> _Your assignment_:
From the records that follow, copy every line that contains the word "junctions".

> _Supplied entries_:
┄┄┄┄┄┄┄┄┄┄┄┄┄┄┄┄┄┄┄┄
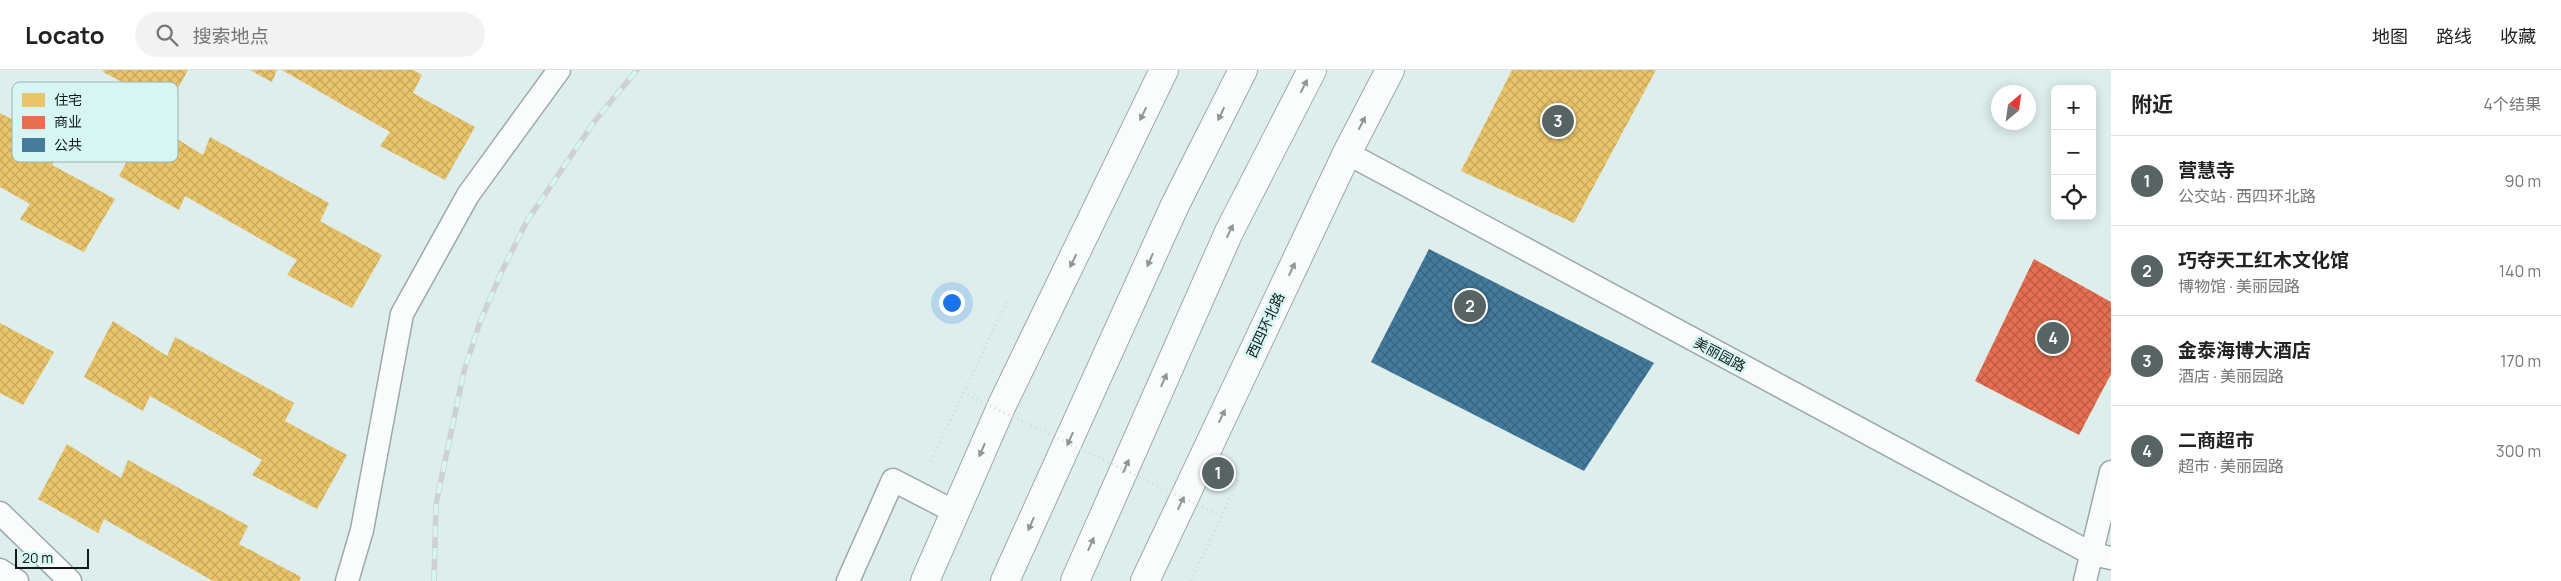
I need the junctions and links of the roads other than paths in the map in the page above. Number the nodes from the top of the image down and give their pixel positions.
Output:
1 (559, 70) edge
2 (1164, 70) edge
3 (1243, 70) edge
4 (1312, 70) edge
5 (1390, 70) edge
6 (1347, 154) junction
7 (2111, 472) edge
8 (955, 512) junction
9 (0, 514) edge
10 (2102, 556) edge
11 (0, 570) edge
12 (17, 581) edge
13 (70, 581) edge
14 (347, 581) edge
15 (848, 581) edge
16 (925, 581) edge
17 (1005, 581) edge
18 (1075, 581) edge
19 (1145, 581) edge
20 (2085, 581) edge

1 - 14 street
2 -> 8 main road
3 -> 17 main road
18 -> 4 main road
6 -> 5 main road, 西四环北路
6 - 10 street, 美丽园路
19 -> 6 main road, 西四环北路
7 - 10 street
8 - 15 street
8 - 16 main road
9 - 13 street
10 - 20 street
11 - 12 street

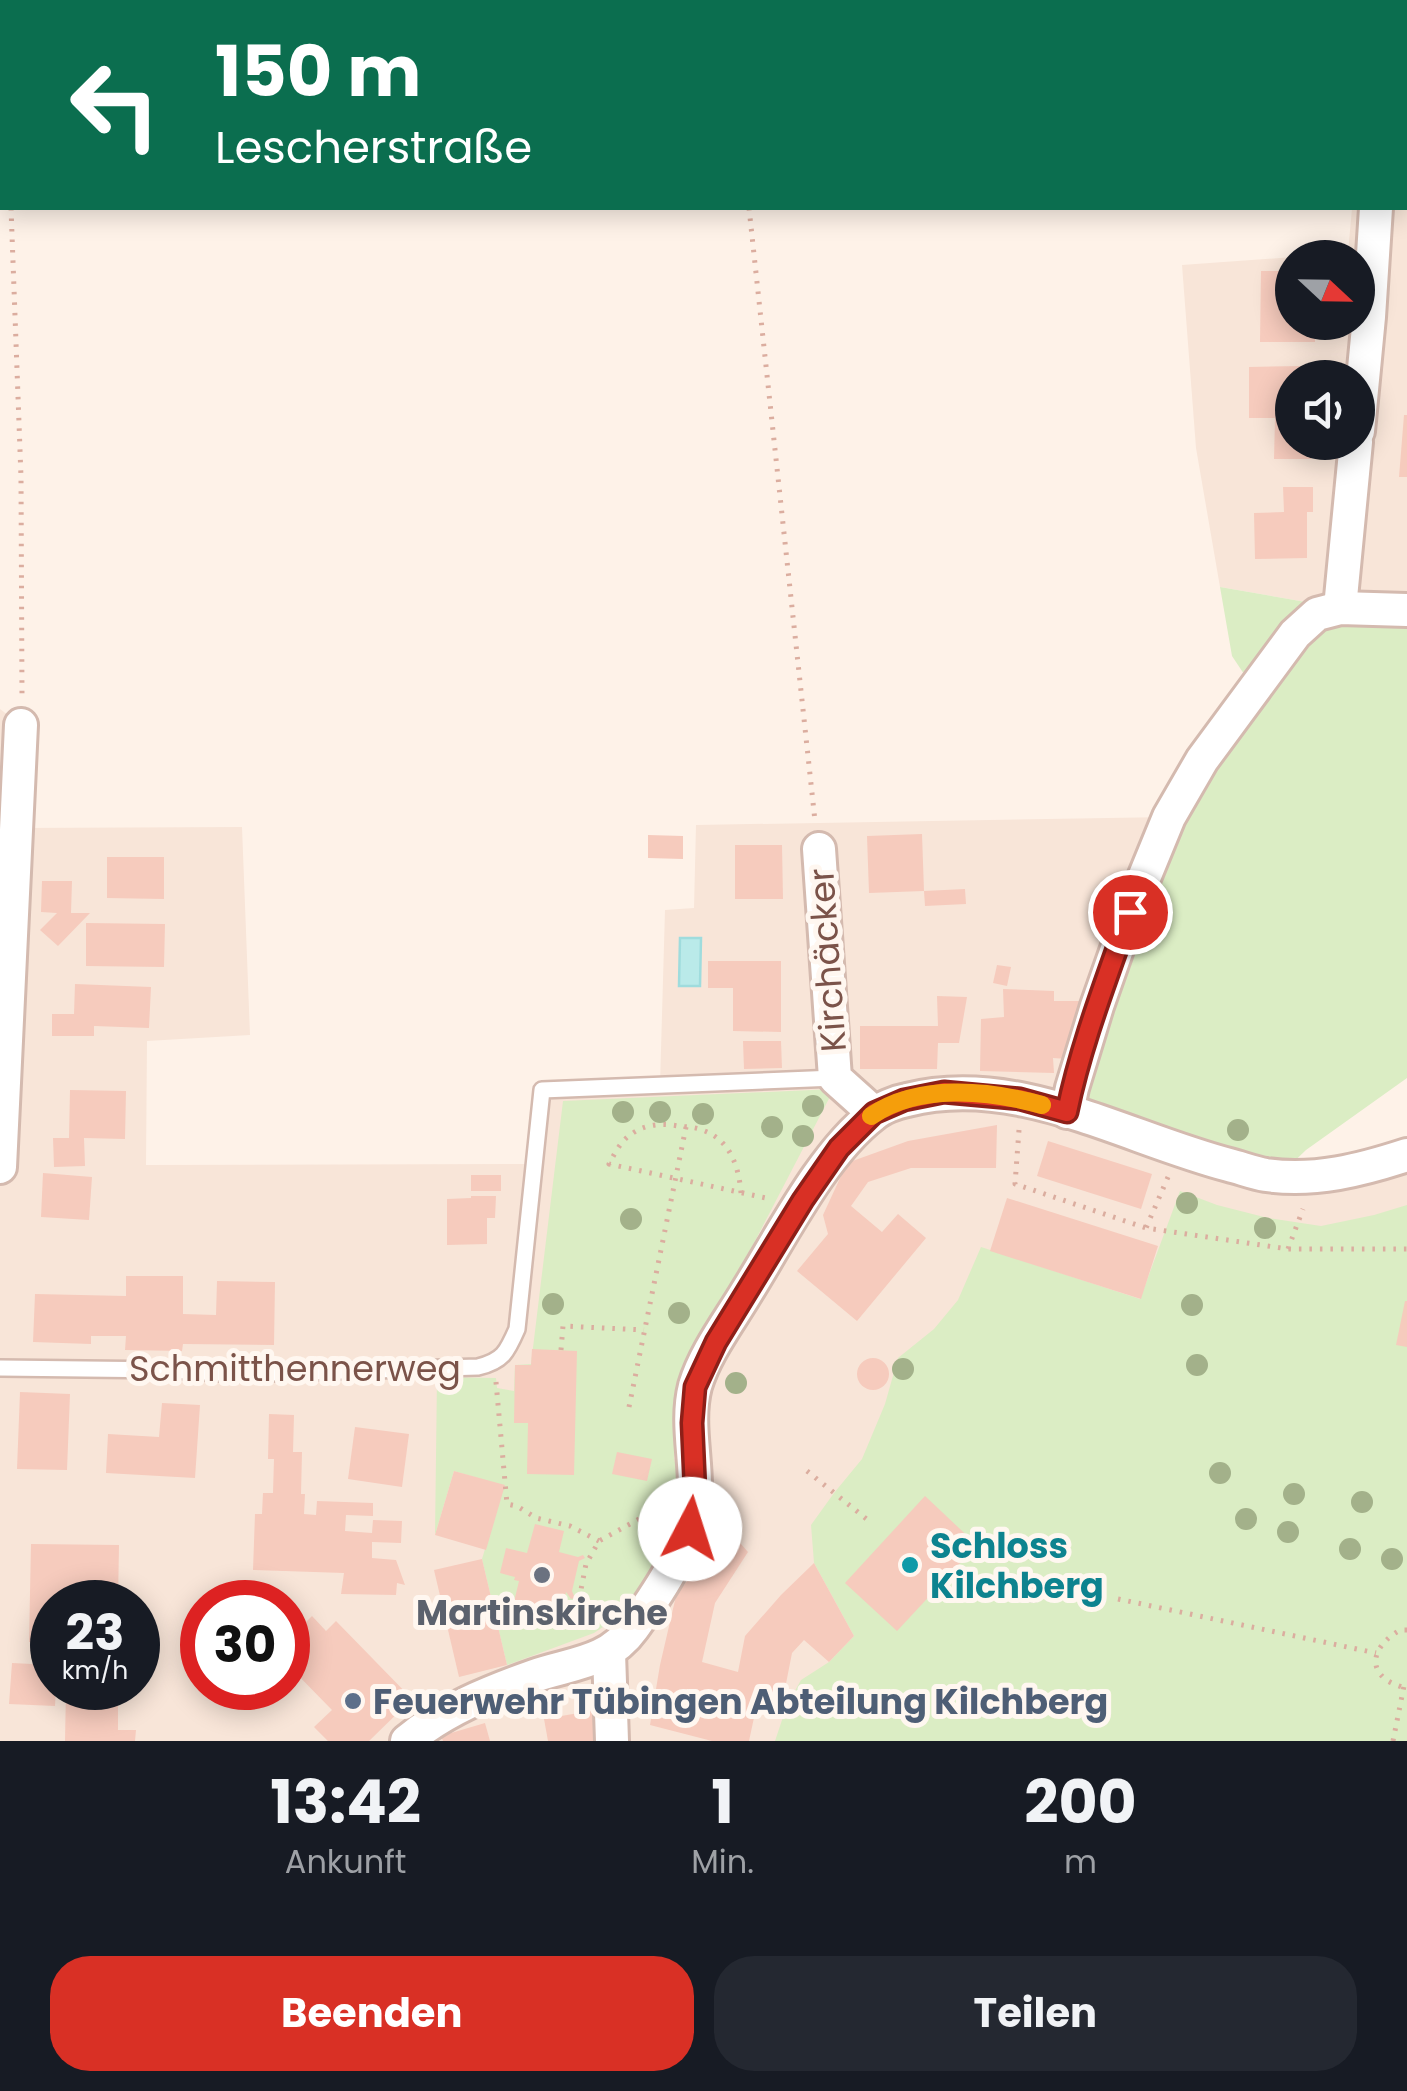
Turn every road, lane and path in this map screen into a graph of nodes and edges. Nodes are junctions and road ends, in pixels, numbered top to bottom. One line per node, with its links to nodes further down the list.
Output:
┄┄┄┄┄┄┄┄┄┄┄┄┄┄┄┄┄┄┄┄
> _Answer space_:
I need the junctions and links of the roads other than paths in the map in the page above. Number the nodes from the top of the image down and give their pixel positions.
Turn every road, lane and path in this map screen into a graph of nodes and edges. Nodes are junctions and road ends, in pixels, numbered top to bottom. One line per node, with its links to nodes further down the list.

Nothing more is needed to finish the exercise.